In (1), n represents an integer of 1 or above.
The proportion of the polymerizable compound having an SP Value of 9.00 or greater in the pigment dispersion composition is preferably from 10 to 95 percent by mass, more preferably from 15 to 90 percent by mass, and particularly preferably from 20 to 85 percent by mass. The pigment dispersion composition may contain a polymerizable compound having an SP Value below 9.00. The proportion of the polymerizable compound having an SP value below 9.00 in the total of the pigment dispersion composition is preferably 10 percent by mass or below.
Other Polymerizable Compound
The polymerizable compound is not limited to the polymerizable compound mentioned above and includes known polymerizable compounds. Examples of such known polymerizable compounds include, but are not limited to, radically polymerizable compounds and polymerizable oligomers.

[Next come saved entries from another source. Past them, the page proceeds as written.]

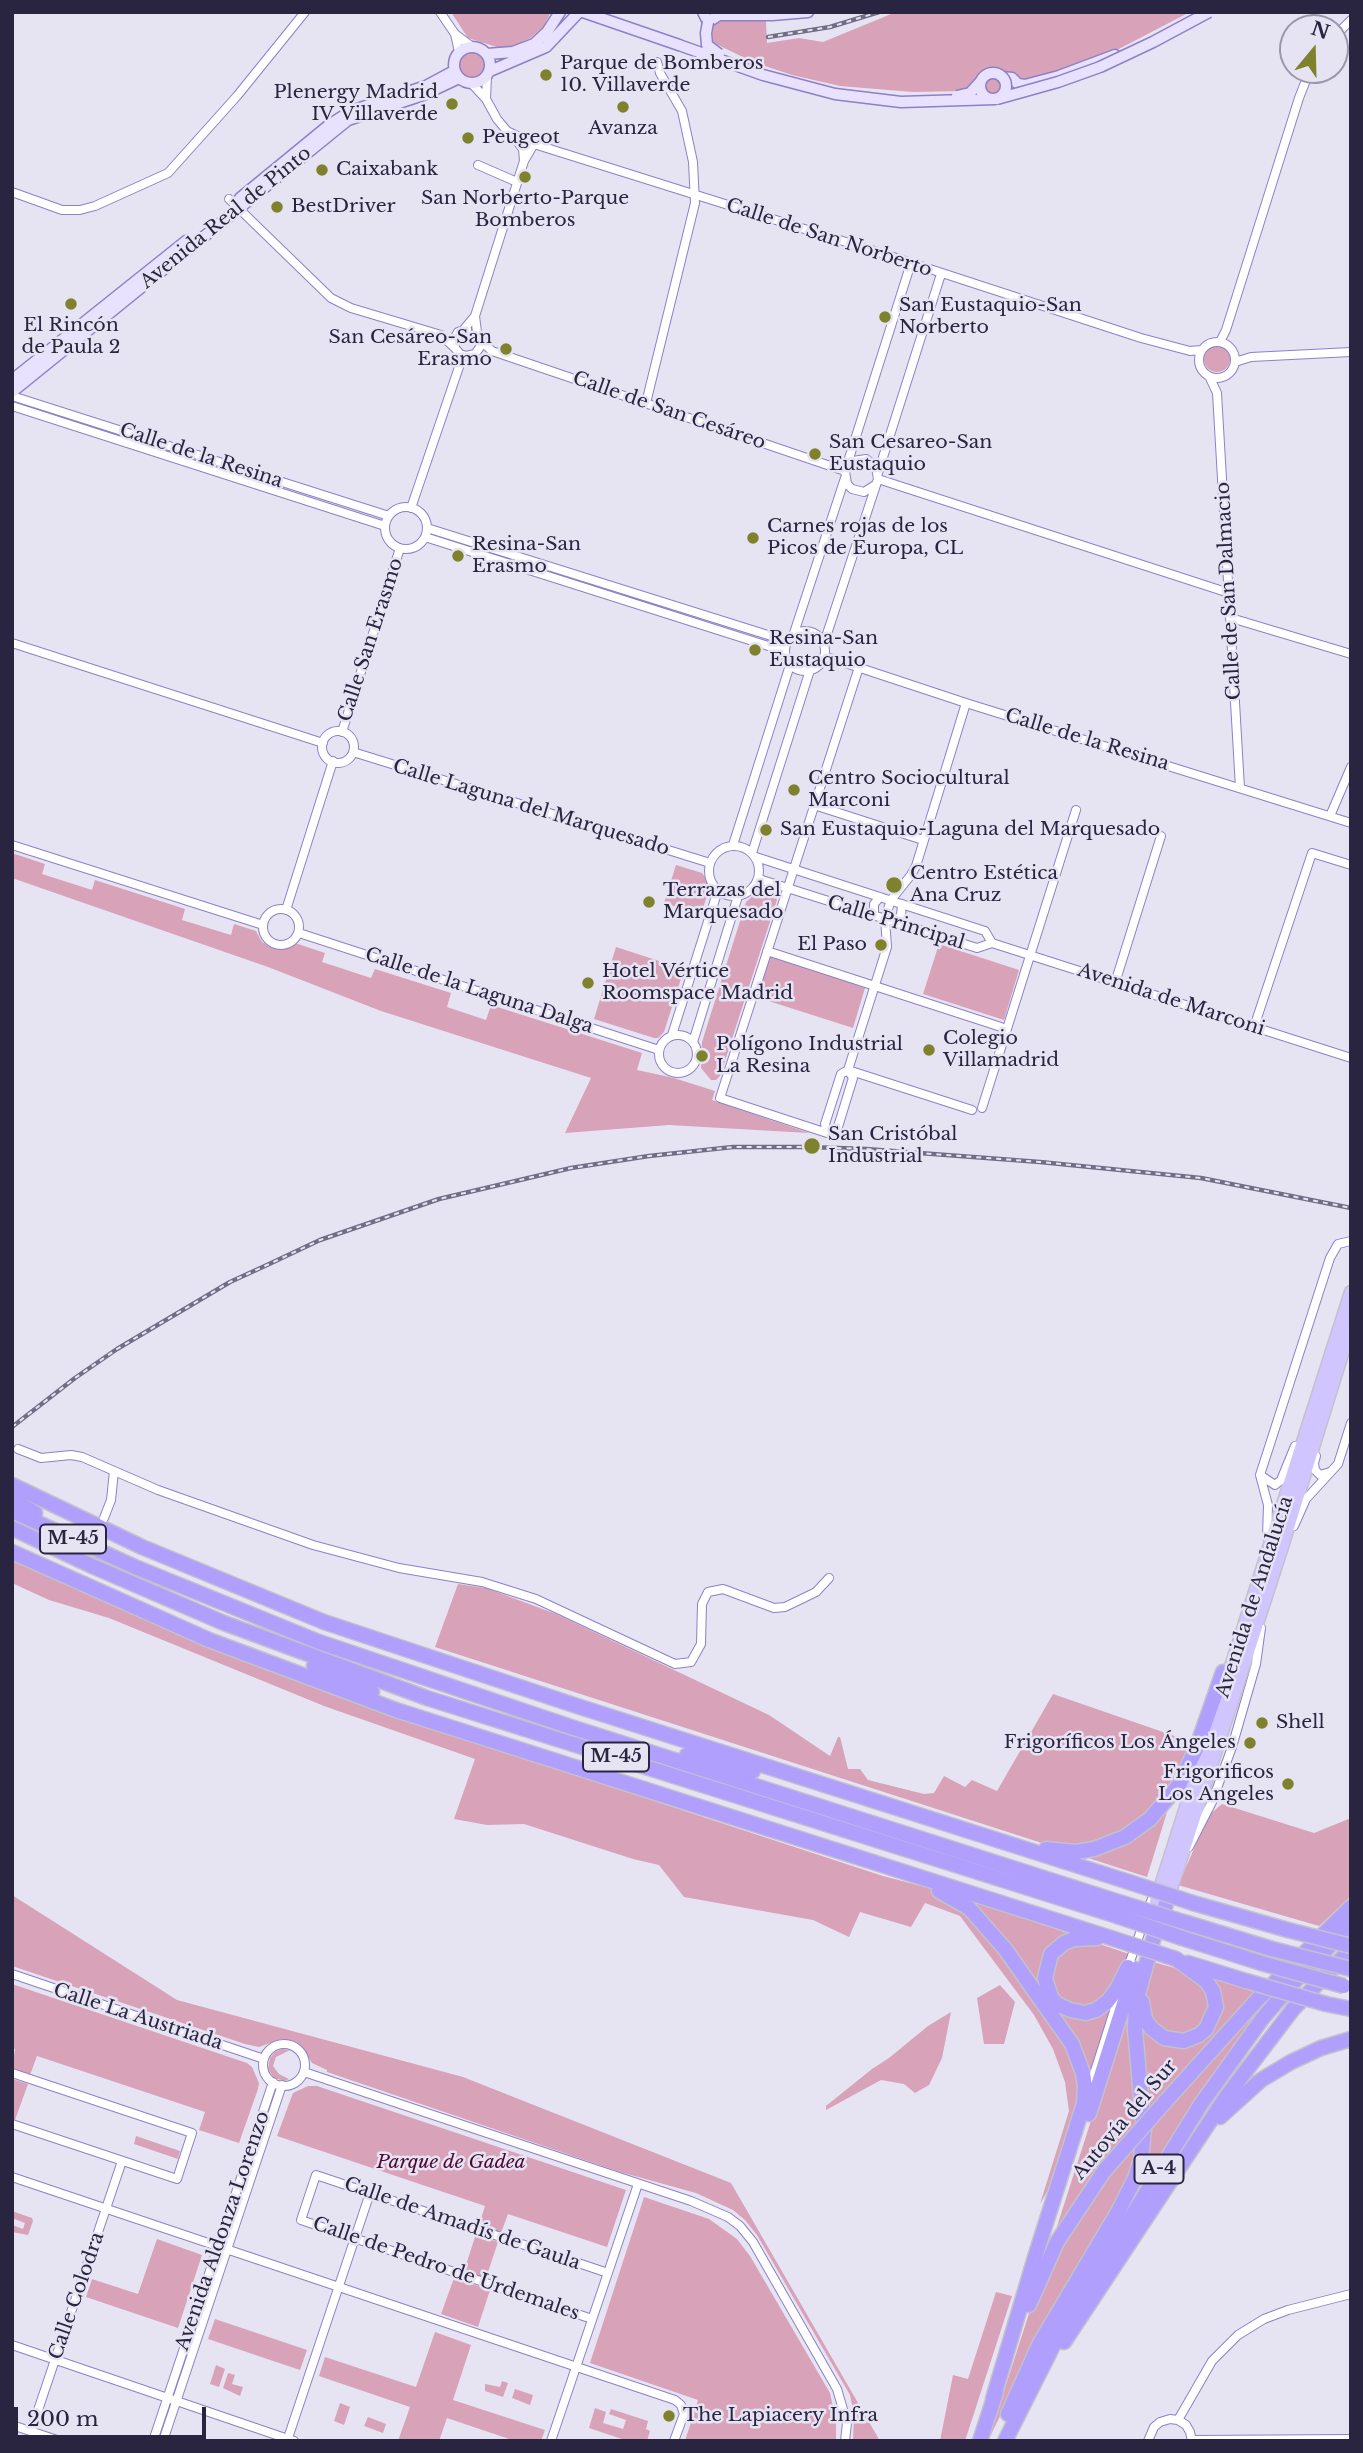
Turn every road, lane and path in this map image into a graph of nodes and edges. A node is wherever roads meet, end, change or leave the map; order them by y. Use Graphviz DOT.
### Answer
graph roads {
  1 [pos="305,12"];
  2 [pos="440,12"];
  3 [pos="581,12"];
  4 [pos="808,12"];
  5 [pos="1199,12"];
  6 [pos="1209,12"];
  7 [pos="557,17"];
  8 [pos="706,22"];
  9 [pos="455,34"];
  10 [pos="680,45"];
  11 [pos="471,46"];
  12 [pos="458,52"];
  13 [pos="487,54"];
  14 [pos="657,62"];
  15 [pos="456,74"];
  16 [pos="488,74"];
  17 [pos="1002,77"];
  18 [pos="980,82"];
  19 [pos="472,84"];
  20 [pos="1304,84"];
  21 [pos="486,99"];
  22 [pos="996,99"];
  23 [pos="511,134"];
  24 [pos="534,144"];
  25 [pos="523,162"];
  26 [pos="478,165"];
  27 [pos="517,182"];
  28 [pos="12,192"];
  29 [pos="695,195"];
  30 [pos="233,204"];
  31 [pos="911,263"];
  32 [pos="941,274"];
  33 [pos="475,316"];
  34 [pos="1226,330"];
  35 [pos="461,331"];
  36 [pos="477,332"];
  37 [pos="441,335"];
  38 [pos="481,341"];
  39 [pos="1220,342"];
  40 [pos="1201,350"];
  41 [pos="478,351"];
  42 [pos="492,351"];
  43 [pos="1190,351"];
  44 [pos="1351,352"];
  45 [pos="460,353"];
  46 [pos="1233,354"];
  47 [pos="1198,360"];
  48 [pos="1210,377"];
  49 [pos="1224,377"];
  50 [pos="12,380"];
  51 [pos="1217,393"];
  52 [pos="12,394"];
  53 [pos="646,403"];
  54 [pos="12,406"];
  55 [pos="846,471"];
  56 [pos="877,479"];
  57 [pos="411,508"];
  58 [pos="389,516"];
  59 [pos="385,526"];
  60 [pos="426,533"];
  61 [pos="400,548"];
  62 [pos="1229,593"];
  63 [pos="1231,618"];
  64 [pos="794,633"];
  65 [pos="787,641"];
  66 [pos="12,643"];
  67 [pos="824,643"];
  68 [pos="784,651"];
  69 [pos="1351,654"];
  70 [pos="824,656"];
  71 [pos="790,665"];
  72 [pos="859,667"];
  73 [pos="810,670"];
  74 [pos="966,703"];
  75 [pos="342,732"];
  76 [pos="323,743"];
  77 [pos="353,752"];
  78 [pos="333,761"];
  79 [pos="1351,767"];
  80 [pos="1240,788"];
  81 [pos="814,805"];
  82 [pos="1076,810"];
  83 [pos="1330,816"];
  84 [pos="1351,823"];
  85 [pos="1161,836"];
  86 [pos="923,841"];
  87 [pos="12,845"];
  88 [pos="733,845"];
  89 [pos="754,855"];
  90 [pos="710,863"];
  91 [pos="1351,865"];
  92 [pos="794,869"];
  93 [pos="759,879"];
  94 [pos="788,889"];
  95 [pos="718,890"];
  96 [pos="738,896"];
  97 [pos="880,897"];
  98 [pos="891,900"];
  99 [pos="902,904"];
  100 [pos="286,910"];
  101 [pos="874,915"];
  102 [pos="885,918"];
  103 [pos="895,922"];
  104 [pos="263,925"];
  105 [pos="299,933"];
  106 [pos="992,943"];
  107 [pos="767,951"];
  108 [pos="1030,955"];
  109 [pos="1115,983"];
  110 [pos="876,986"];
  111 [pos="1001,1027"];
  112 [pos="1254,1027"];
  113 [pos="672,1035"];
  114 [pos="693,1042"];
  115 [pos="659,1050"];
  116 [pos="1351,1058"];
  117 [pos="848,1070"];
  118 [pos="982,1108"];
  119 [pos="972,1110"];
  120 [pos="827,1133"];
  121 [pos="1351,1241"];
  122 [pos="1351,1285"];
  123 [pos="1351,1292"];
  124 [pos="1351,1325"];
  125 [pos="1340,1362"];
  126 [pos="1351,1424"];
  127 [pos="1295,1446"];
  128 [pos="18,1449"];
  129 [pos="114,1471"];
  130 [pos="1333,1471"];
  131 [pos="1259,1475"];
  132 [pos="12,1485"];
  133 [pos="12,1499"];
  134 [pos="12,1511"];
  135 [pos="104,1518"];
  136 [pos="12,1528"];
  137 [pos="1293,1529"];
  138 [pos="1267,1537"];
  139 [pos="12,1552"];
  140 [pos="1280,1553"];
  141 [pos="135,1567"];
  142 [pos="829,1578"];
  143 [pos="122,1579"];
  144 [pos="1263,1606"];
  145 [pos="1259,1635"];
  146 [pos="1223,1672"];
  147 [pos="571,1727"];
  148 [pos="457,1730"];
  149 [pos="595,1774"];
  150 [pos="855,1794"];
  151 [pos="1174,1878"];
  152 [pos="1161,1903"];
  153 [pos="1351,1907"];
  154 [pos="1119,1910"];
  155 [pos="1351,1924"];
  156 [pos="1111,1938"];
  157 [pos="1351,1948"];
  158 [pos="1176,1959"];
  159 [pos="1130,1963"];
  160 [pos="1351,1969"];
  161 [pos="12,1974"];
  162 [pos="1348,1987"];
  163 [pos="1351,2008"];
  164 [pos="1351,2039"];
  165 [pos="264,2059"];
  166 [pos="304,2072"];
  167 [pos="12,2073"];
  168 [pos="277,2084"];
  169 [pos="1084,2103"];
  170 [pos="12,2124"];
  171 [pos="1188,2156"];
  172 [pos="122,2161"];
  173 [pos="12,2177"];
  174 [pos="638,2184"];
  175 [pos="370,2193"];
  176 [pos="106,2209"];
  177 [pos="301,2220"];
  178 [pos="355,2238"];
  179 [pos="222,2248"];
  180 [pos="608,2273"];
  181 [pos="338,2287"];
  182 [pos="1351,2294"];
  183 [pos="592,2319"];
  184 [pos="1016,2321"];
  185 [pos="12,2345"];
  186 [pos="55,2360"];
  187 [pos="576,2366"];
  188 [pos="171,2399"];
  189 [pos="993,2399"];
  190 [pos="1178,2420"];
  191 [pos="12,2425"];
  192 [pos="31,2431"];
  193 [pos="1351,2439"];
  194 [pos="290,2440"];
  195 [pos="1192,2440"];
  196 [pos="60,2441"];
  197 [pos="153,2441"];
  198 [pos="163,2441"];
  199 [pos="551,2441"];
  200 [pos="674,2441"];
  201 [pos="845,2441"];
  202 [pos="980,2441"];
  203 [pos="997,2441"];
  204 [pos="1007,2441"];
  205 [pos="1148,2441"];
  1 -- 28 [label="street"];
  2 -- 9 [label="street"];
  3 -- 10 [label="main road"];
  3 -- 16 [label="main road"];
  4 -- 8 [label="main road"];
  5 -- 17 [label="main road, bridge"];
  6 -- 22 [label="main road, bridge"];
  7 -- 13 [label="main road"];
  8 -- 10 [label="main road, bridge"];
  8 -- 18 [label="main road, bridge"];
  9 -- 11 [label="street"];
  9 -- 12 [label="street"];
  10 -- 22 [label="main road, bridge"];
  11 -- 12 [label="main road"];
  11 -- 13 [label="main road"];
  12 -- 15 [label="main road"];
  13 -- 16 [label="main road"];
  14 -- 29 [label="street"];
  15 -- 19 [label="main road"];
  15 -- 30 [label="main road, Avenida Real de Pinto"];
  16 -- 19 [label="main road"];
  16 -- 21 [label="street"];
  17 -- 18 [label="main road, bridge"];
  17 -- 22 [label="main road, bridge"];
  18 -- 22 [label="main road, bridge"];
  19 -- 21 [label="street, Calle de San Norberto"];
  20 -- 34 [label="street"];
  21 -- 23 [label="street, Calle de San Norberto"];
  23 -- 24 [label="street, Calle de San Norberto"];
  23 -- 25 [label="street"];
  24 -- 25 [label="street"];
  24 -- 29 [label="street, Calle de San Norberto"];
  25 -- 27 [label="street"];
  26 -- 27 [label="street"];
  27 -- 33 [label="street"];
  29 -- 31 [label="street, Calle de San Norberto"];
  29 -- 53 [label="street"];
  30 -- 37 [label="street"];
  30 -- 50 [label="main road, Avenida Real de Pinto"];
  30 -- 52 [label="main road, Avenida Real de Pinto"];
  31 -- 32 [label="street, Calle de San Norberto"];
  31 -- 55 [label="street"];
  32 -- 43 [label="street, Calle de San Norberto"];
  32 -- 56 [label="street"];
  33 -- 35 [label="street"];
  33 -- 36 [label="street"];
  34 -- 39 [label="street"];
  34 -- 46 [label="street"];
  35 -- 36 [label="street"];
  35 -- 37 [label="street"];
  35 -- 45 [label="street"];
  36 -- 38 [label="street"];
  37 -- 45 [label="street"];
  38 -- 41 [label="street"];
  38 -- 42 [label="street, Calle de San Cesáreo"];
  39 -- 40 [label="street"];
  39 -- 46 [label="street"];
  40 -- 43 [label="street, Calle de San Norberto"];
  40 -- 47 [label="street"];
  41 -- 42 [label="street, Calle de San Cesáreo"];
  41 -- 45 [label="street"];
  42 -- 53 [label="street, Calle de San Cesáreo"];
  43 -- 47 [label="street"];
  44 -- 46 [label="street"];
  45 -- 57 [label="street"];
  46 -- 49 [label="street"];
  47 -- 48 [label="street"];
  48 -- 49 [label="street"];
  48 -- 51 [label="street, Calle de San Dalmacio"];
  49 -- 51 [label="street, Calle de San Dalmacio"];
  51 -- 62 [label="street, Calle de San Dalmacio"];
  52 -- 58 [label="street, Calle de la Resina"];
  53 -- 55 [label="street, Calle de San Cesáreo"];
  54 -- 59 [label="street, Calle de la Resina"];
  55 -- 56 [label="street"];
  55 -- 56 [label="street"];
  55 -- 64 [label="street"];
  56 -- 62 [label="street"];
  56 -- 67 [label="street"];
  57 -- 58 [label="street"];
  57 -- 60 [label="street"];
  58 -- 59 [label="street"];
  59 -- 61 [label="street"];
  60 -- 61 [label="street"];
  60 -- 65 [label="street"];
  60 -- 68 [label="street"];
  61 -- 75 [label="street, Calle San Erasmo"];
  62 -- 63 [label="street, Calle de San Dalmacio"];
  63 -- 69 [label="street"];
  63 -- 80 [label="street, Calle de San Dalmacio"];
  64 -- 65 [label="street"];
  64 -- 67 [label="street"];
  65 -- 68 [label="street"];
  66 -- 76 [label="street"];
  67 -- 70 [label="street"];
  68 -- 71 [label="street"];
  70 -- 72 [label="street, Calle de la Resina"];
  70 -- 73 [label="street"];
  71 -- 73 [label="street"];
  71 -- 88 [label="street"];
  72 -- 74 [label="street, Calle de la Resina"];
  72 -- 81 [label="street"];
  73 -- 89 [label="street"];
  74 -- 80 [label="street, Calle de la Resina"];
  74 -- 86 [label="street"];
  75 -- 76 [label="street"];
  75 -- 77 [label="street"];
  76 -- 78 [label="street"];
  77 -- 78 [label="street"];
  77 -- 90 [label="street, Calle Laguna del Marquesado"];
  78 -- 100 [label="street"];
  79 -- 83 [label="street"];
  80 -- 83 [label="street, Calle de la Resina"];
  81 -- 86 [label="street"];
  81 -- 92 [label="street"];
  82 -- 108 [label="street"];
  83 -- 84 [label="street, Calle de la Resina"];
  85 -- 109 [label="street"];
  86 -- 98 [label="street"];
  87 -- 104 [label="street"];
  88 -- 89 [label="street"];
  88 -- 90 [label="street"];
  89 -- 92 [label="street, Calle Principal"];
  89 -- 93 [label="street"];
  90 -- 95 [label="street"];
  91 -- 112 [label="street"];
  92 -- 94 [label="street"];
  92 -- 97 [label="street, Calle Principal"];
  93 -- 94 [label="street, Calle Principal"];
  93 -- 96 [label="street"];
  94 -- 101 [label="street, Calle Principal"];
  94 -- 107 [label="street"];
  95 -- 96 [label="street"];
  95 -- 113 [label="street"];
  96 -- 114 [label="street"];
  97 -- 98 [label="street, Calle Principal"];
  97 -- 101 [label="street"];
  98 -- 99 [label="street, Calle Principal"];
  98 -- 102 [label="street"];
  99 -- 103 [label="street"];
  99 -- 106 [label="street, Calle Principal"];
  100 -- 104 [label="street"];
  100 -- 105 [label="street"];
  101 -- 102 [label="street, Calle Principal"];
  102 -- 103 [label="street, Calle Principal"];
  102 -- 110 [label="street"];
  103 -- 106 [label="street, Calle Principal"];
  104 -- 105 [label="street"];
  105 -- 115 [label="street, Calle de la Laguna Dalga"];
  106 -- 108 [label="street, Avenida de Marconi"];
  107 -- 110 [label="street"];
  107 -- 120 [label="street"];
  108 -- 109 [label="street, Avenida de Marconi"];
  108 -- 118 [label="street"];
  109 -- 112 [label="street, Avenida de Marconi"];
  110 -- 111 [label="street"];
  110 -- 117 [label="street"];
  112 -- 116 [label="street, Avenida de Marconi"];
  113 -- 114 [label="street"];
  113 -- 115 [label="street"];
  114 -- 115 [label="street"];
  117 -- 119 [label="street"];
  117 -- 120 [label="street"];
  117 -- 120 [label="street"];
  121 -- 131 [label="street"];
  122 -- 127 [label="street"];
  123 -- 152 [label="main road, Avenida de Andalucía"];
  124 -- 125 [label="main road, Avenida de Andalucía"];
  125 -- 130 [label="street"];
  125 -- 140 [label="main road, Avenida de Andalucía"];
  126 -- 130 [label="street"];
  127 -- 131 [label="street"];
  127 -- 138 [label="street, Avenida de Andalucía"];
  128 -- 129 [label="street"];
  129 -- 135 [label="street"];
  129 -- 142 [label="street"];
  130 -- 137 [label="street"];
  131 -- 138 [label="street"];
  132 -- 150 [label="highway"];
  133 -- 141 [label="highway"];
  134 -- 141 [label="highway, M-45"];
  136 -- 143 [label="highway, M-45"];
  137 -- 140 [label="street"];
  137 -- 145 [label="street"];
  138 -- 146 [label="street, Avenida de Andalucía"];
  139 -- 148 [label="highway"];
  140 -- 144 [label="main road, Avenida de Andalucía"];
  141 -- 147 [label="highway, M-45"];
  143 -- 148 [label="highway"];
  143 -- 154 [label="highway, M-45"];
  144 -- 145 [label="street"];
  144 -- 151 [label="main road, Avenida de Andalucía"];
  145 -- 151 [label="street"];
  146 -- 150 [label="highway"];
  146 -- 159 [label="street, Avenida de Andalucía"];
  147 -- 150 [label="highway"];
  147 -- 154 [label="highway, M-45"];
  148 -- 149 [label="highway"];
  149 -- 156 [label="highway"];
  149 -- 169 [label="highway"];
  150 -- 157 [label="highway, bridge"];
  151 -- 152 [label="main road, Avenida de Andalucía"];
  152 -- 158 [label="highway"];
  152 -- 184 [label="highway"];
  152 -- 203 [label="highway"];
  153 -- 189 [label="highway, Autovía del Sur / A-4, bridge"];
  154 -- 160 [label="highway, M-45, bridge"];
  154 -- 162 [label="highway, M-45, bridge"];
  155 -- 204 [label="highway, A-4"];
  156 -- 158 [label="highway, bridge"];
  156 -- 159 [label="highway"];
  157 -- 171 [label="highway"];
  158 -- 163 [label="highway, bridge"];
  159 -- 169 [label="street, Avenida de Andalucía"];
  161 -- 165 [label="street, Calle La Austriada"];
  164 -- 171 [label="highway"];
  165 -- 166 [label="street"];
  165 -- 168 [label="street"];
  166 -- 168 [label="street"];
  166 -- 174 [label="street"];
  167 -- 172 [label="street"];
  168 -- 179 [label="street, Avenida Aldonza Lorenzo"];
  169 -- 184 [label="highway"];
  170 -- 172 [label="street"];
  171 -- 204 [label="highway"];
  172 -- 176 [label="street, Calle Colodra"];
  173 -- 176 [label="street"];
  174 -- 180 [label="street"];
  174 -- 201 [label="street"];
  175 -- 177 [label="street, Calle de Amadís de Gaula"];
  175 -- 178 [label="street"];
  175 -- 180 [label="street, Calle de Amadís de Gaula"];
  176 -- 179 [label="street"];
  176 -- 186 [label="street, Calle Colodra"];
  177 -- 178 [label="street, Calle de Pedro de Urdemales"];
  178 -- 181 [label="street"];
  178 -- 183 [label="street, Calle de Pedro de Urdemales"];
  179 -- 181 [label="street"];
  179 -- 188 [label="street, Avenida Aldonza Lorenzo"];
  179 -- 188 [label="street, Avenida Aldonza Lorenzo"];
  180 -- 183 [label="street"];
  181 -- 187 [label="street"];
  181 -- 194 [label="street"];
  182 -- 190 [label="street"];
  183 -- 187 [label="street"];
  184 -- 189 [label="highway"];
  185 -- 186 [label="street"];
  186 -- 188 [label="street"];
  186 -- 192 [label="street, Calle Colodra"];
  187 -- 199 [label="street"];
  187 -- 200 [label="street"];
  188 -- 194 [label="street"];
  188 -- 197 [label="street, Avenida Aldonza Lorenzo"];
  188 -- 198 [label="street, Avenida Aldonza Lorenzo"];
  189 -- 202 [label="highway, Autovía del Sur / A-4"];
  190 -- 195 [label="street"];
  190 -- 205 [label="street"];
  191 -- 192 [label="street"];
  192 -- 196 [label="street"];
  193 -- 195 [label="street"];
}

Specific examples of the radically polymerizable monomer include, but are not limited to, (meth)acrylates, (meth)acrylicamides, and aromatic vinyls. These can be used alone or in combination. (Meth)acrylate means at least one of acrylate and methacrylate and (meta)acrylic means at least one of the acrylic and methacrylic.
(Meth)acrylate
Examples of the (meth)acrylates include, but are not limited to, mono-functional (meth)acrylates, bi-functional (meth)acrylates, tri-functional (meth)acrylates, tetrafunctional (meth)acrylates, pentafunctional (meth)acrylates, and hexafunctional (meth)acrylates. These can be used alone or in combination.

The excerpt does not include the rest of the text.